Judges: Turner
Filed Date: 1/15/1842
Status: Precedential
Modified Date: 11/10/2024
delivered the opinion of the court.
These four cases come up on writs of error from the circuit court of Pike county, and, by the written agreement of counsel, it is admitted, that each of them is for the same property, that the issue and record of each case is precisely the same, and they agreed to argue one case only, and that the decision of one should decide the rest.
The record shows that the writs of error are sued out to reverse judgments rendered against Bingaman, the claimant of property, levied on by the sheriff of Pike, as the property of A. P. Cunningham.
The proceedings were very irregular. The record commences with a bond executed by Bingaman and his securities, payable to Michael McAnulty, guardian of the minor heirs of James Leggett, deceased, and thirteen others, in the penal sum of five thousand dollars, with condition, reciting fourteen several executions of those several obligees, against A. P. Cunningham, the levy on sundry slaves, the claim of Bingaman, &c. and the affidavit of Bingaman claiming the slaves, &c.
Then follows this entry, viz: “The plaintiff by his attorney tendered an issue for the trial of the right of property to said negroes,
And the said Bingaman, by his attorneys, joined issue, in these words, to wit: “and the said defendant, A. L. Bingaman, the claimant of the negroes levied on by the sheriff of Pike county, in the before recited execution, by his attorney, comes and defends the wrong and injury when, &c. and says that the negroes levied on by the said sheriff to satisfy the before recited execution, were not, at the time of the said levy, the property of the said defendant Cunningham, and are not subject and liable to said execution, and of this he puts himself upon the country, &c. (signed) O. J. G. Stewart, attorney for defendant A. L. Bingaman, joined by consent. Stone, attorney, O. J. G. Stewart, attorney for A. L. Bingaman.”

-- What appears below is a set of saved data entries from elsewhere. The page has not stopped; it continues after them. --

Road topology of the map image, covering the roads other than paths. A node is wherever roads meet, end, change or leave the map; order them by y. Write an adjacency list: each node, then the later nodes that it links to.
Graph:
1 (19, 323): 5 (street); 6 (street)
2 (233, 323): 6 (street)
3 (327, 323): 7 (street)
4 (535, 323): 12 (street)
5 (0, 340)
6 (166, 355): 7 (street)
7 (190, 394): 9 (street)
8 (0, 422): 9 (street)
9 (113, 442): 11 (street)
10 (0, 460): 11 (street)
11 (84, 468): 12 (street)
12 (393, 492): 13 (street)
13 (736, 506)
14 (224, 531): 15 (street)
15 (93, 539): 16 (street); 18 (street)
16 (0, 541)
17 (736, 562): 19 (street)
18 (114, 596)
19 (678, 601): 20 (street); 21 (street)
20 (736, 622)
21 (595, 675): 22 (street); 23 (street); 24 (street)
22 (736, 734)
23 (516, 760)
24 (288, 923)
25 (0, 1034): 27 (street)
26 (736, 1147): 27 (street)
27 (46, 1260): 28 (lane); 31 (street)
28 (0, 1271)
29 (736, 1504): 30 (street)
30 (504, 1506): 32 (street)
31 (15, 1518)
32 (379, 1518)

The record then sets out a jury trial, and verdict in favor of the plaintiff, setting forth the name and value of each slave, and that the claim was made for purposes of delay.
Then followed a judgment, that the plaintiff recover of the claimant the slaves, or their value, and judgment for one hundred and forty-three dollars and sixty-four cents damages, “being ten per cent, damages on the amount of his said judgment and costs.” A motion was made for a new trial, and overruled. Several bills of exceptions are embodied in the record.
Several questions arise from this record for the consideration of the court.
For this error alone the judgment should be reversed.
The entire proceedings are irregular, from the bond given by Bingaman to try the right of property, to the judgment. There should have been a separate bond for each case, and a separate issue; and each issue should contain the proper parties, and the judgment should follow the issue. We do not think that there is that certainty in the record, which is essential in every case, to warrant a final recovery by the judgment of a court of record.
The act of 1830, How. & Hut. 653-4, gives to such an issue and trial the same dignity and effect, as belongs to the action of detinue.
There is no order of court directing the issue. This however might be inferred; but it is certainly better to insert it. I consider, too, that a new trial should be granted, as the evidence was insufficient to show that the claim was made for purposes of delay, when it evidently appeared that it was made in good faith, although it may not be sustainable in point of law. That will depend on the evidence when fairly and fully submitted to another jury, under a proper issue to be made up, in each of these cases.
In these several cases, four in number, the judgments must be reversed, and causes remanded for further proceedings in the court below.